Finnland und Dänemark sprechen außerdem darüber, Spanien aufgrund der Migrationskrise aus dem Schengen-Raum zu verdrängen
Es wird geschätzt, dass über 50.000 Migranten die Grenzen zwischen Marokko und Spanien in Ceuta und Melilla überquert haben.
Die Migrationskrise in Ceuta und Melilla, spanischen Enklaven an der Küste Marokkos, wo über 50.000 Menschen schwimmend oder auf Flößen die Grenze überquert haben (laut den neuesten Zahlen der spanischen Regierung sind 41 dabei gestorben), hallt in ganz Europa wider.
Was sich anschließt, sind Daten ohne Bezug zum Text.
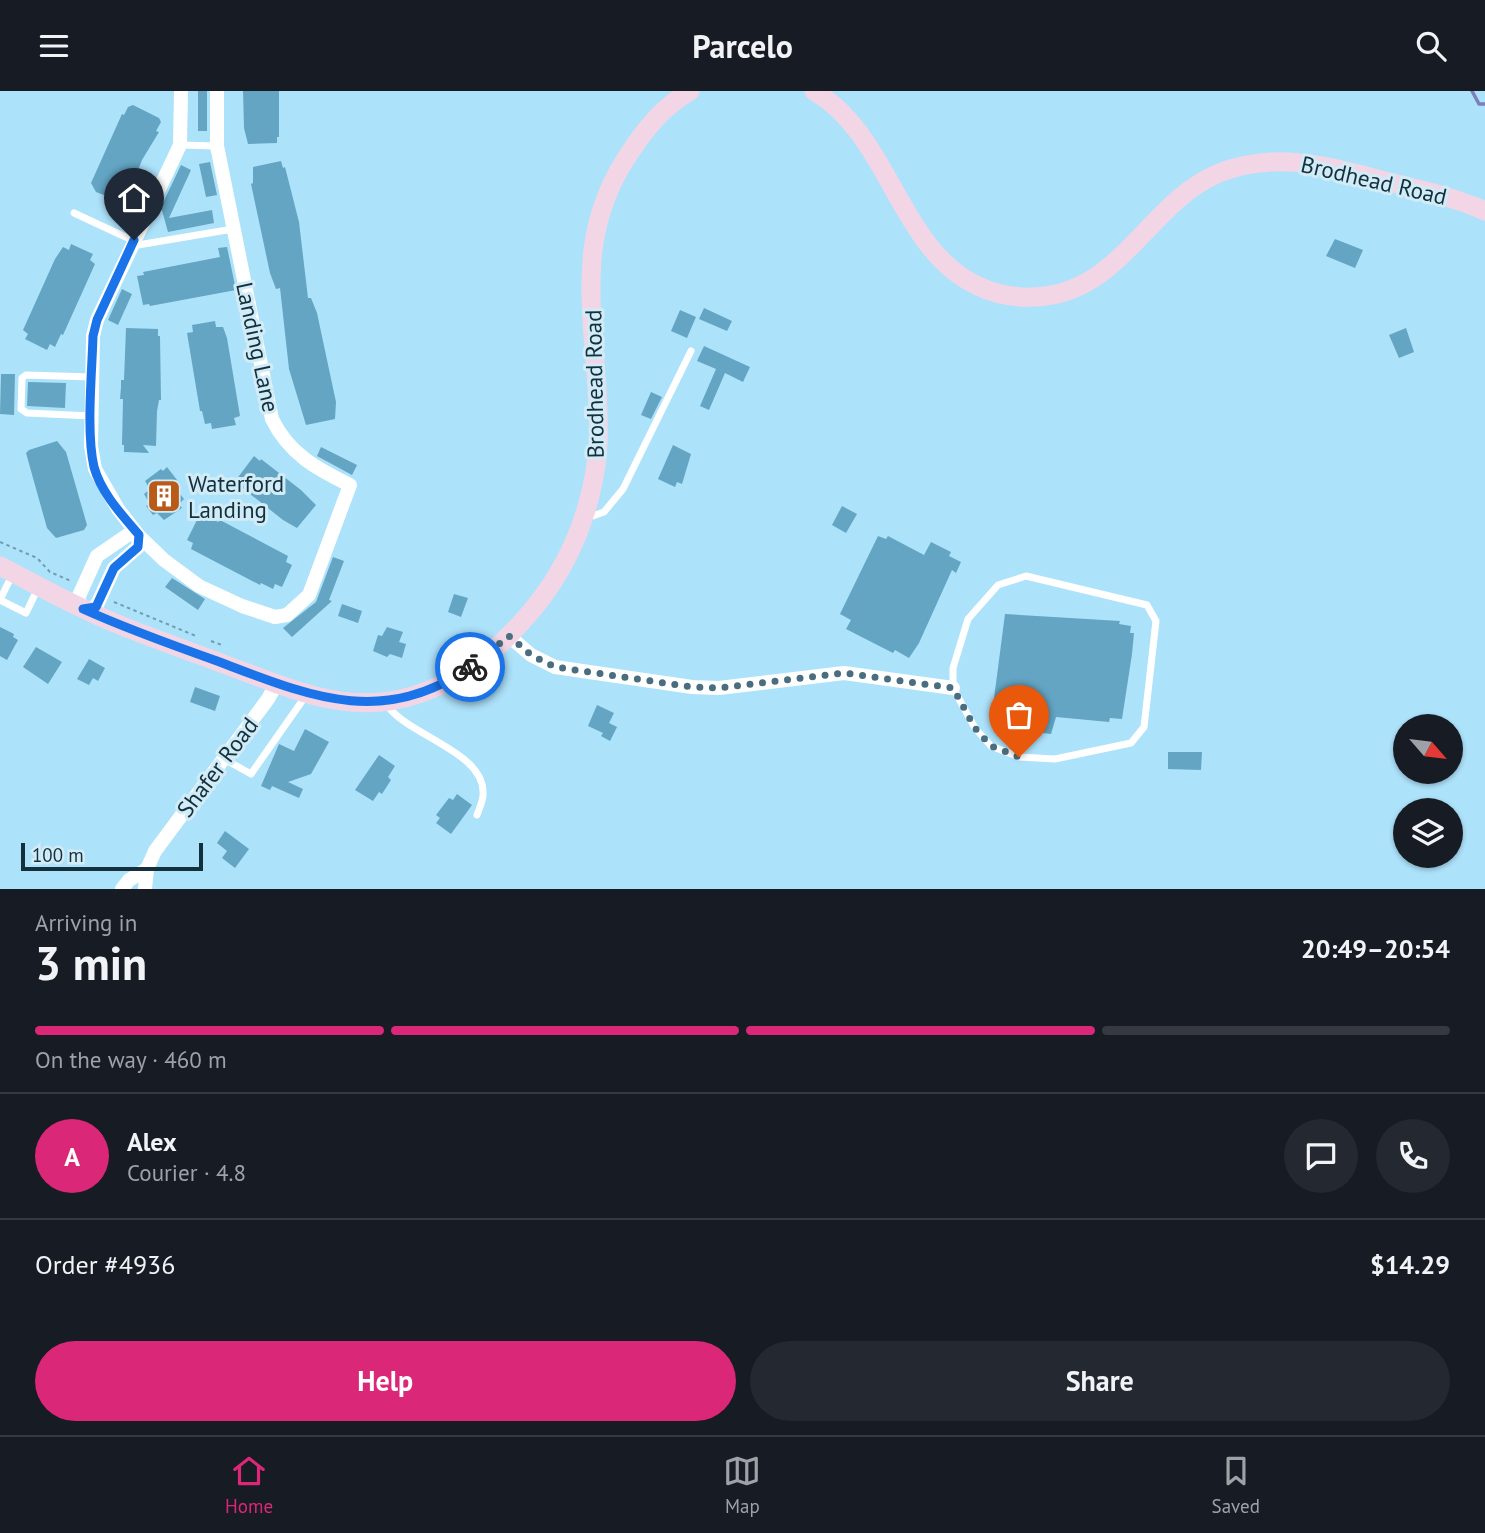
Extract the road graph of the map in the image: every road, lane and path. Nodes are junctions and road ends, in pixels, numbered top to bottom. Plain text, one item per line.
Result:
1 (181, 91) edge
2 (217, 91) edge
3 (690, 91) edge
4 (814, 91) edge
5 (180, 145) junction
6 (218, 146) junction
7 (1485, 211) edge
8 (74, 213) dead end
9 (234, 229) junction
10 (133, 243) junction
11 (691, 351) dead end
12 (93, 377) junction
13 (92, 416) junction
14 (583, 519) junction
15 (139, 535) junction
16 (0, 542) edge
17 (7, 569) edge
18 (39, 586) junction
19 (82, 587) junction
20 (101, 596) junction
21 (83, 609) junction
22 (509, 636) junction
23 (200, 638) dead end
24 (208, 640) dead end
25 (229, 648) dead end
26 (277, 683) junction
27 (953, 688) junction
28 (307, 694) junction
29 (384, 702) junction
30 (223, 759) junction
31 (477, 815) dead end
32 (147, 869) junction
33 (122, 889) edge
34 (145, 889) edge

1 - 5 street, Landing Lane
2 - 6 street, Landing Lane
3 - 14 main road, Brodhead Road
4 - 7 main road, Brodhead Road
5 - 6 lane
5 - 10 street, Landing Lane
6 - 9 street, Landing Lane
8 - 10 lane
9 - 10 lane
9 - 15 street, Landing Lane
10 - 12 street, Landing Lane
11 - 14 lane
12 - 13 street, Landing Lane
12 - 13 lane
13 - 15 street, Landing Lane
14 - 22 main road, Brodhead Road
15 - 19 street
15 - 20 street
16 - 19 path
17 - 18 main road, Brodhead Road
17 - 18 lane
18 - 21 main road, Brodhead Road
19 - 21 street
20 - 21 street
20 - 23 path
21 - 26 main road, Brodhead Road
22 - 27 street
22 - 29 main road, Brodhead Road
24 - 25 path
26 - 28 main road, Brodhead Road
26 - 30 street, Shafer Road
27 - 27 lane
28 - 29 main road, Brodhead Road
28 - 30 lane
29 - 31 lane
30 - 32 street, Shafer Road
32 - 33 street
32 - 34 street, Shafer Road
Italiens Premierminister Giorgia Meloni war die Erste, die sagte, Spanien würden aus dem Schengen-Raum ausschließen, der die freie Bewegung von Bürgern der Europäischen Union zwischen Ländern ermöglicht.
Stunden später sagte Mari Rantanen, Finnlands Ministerpräsidentin, auf X, ehemals Twitter, dass "Spanien es völlig versäumt hat, die Außengrenze des Schengen-Raums vor Infiltration zu schützen" und erklärte, dass "Länder, die ihre Verpflichtung zum Schutz der Außengrenze nicht erfüllen, keine Schengen-Mitglieder sein können".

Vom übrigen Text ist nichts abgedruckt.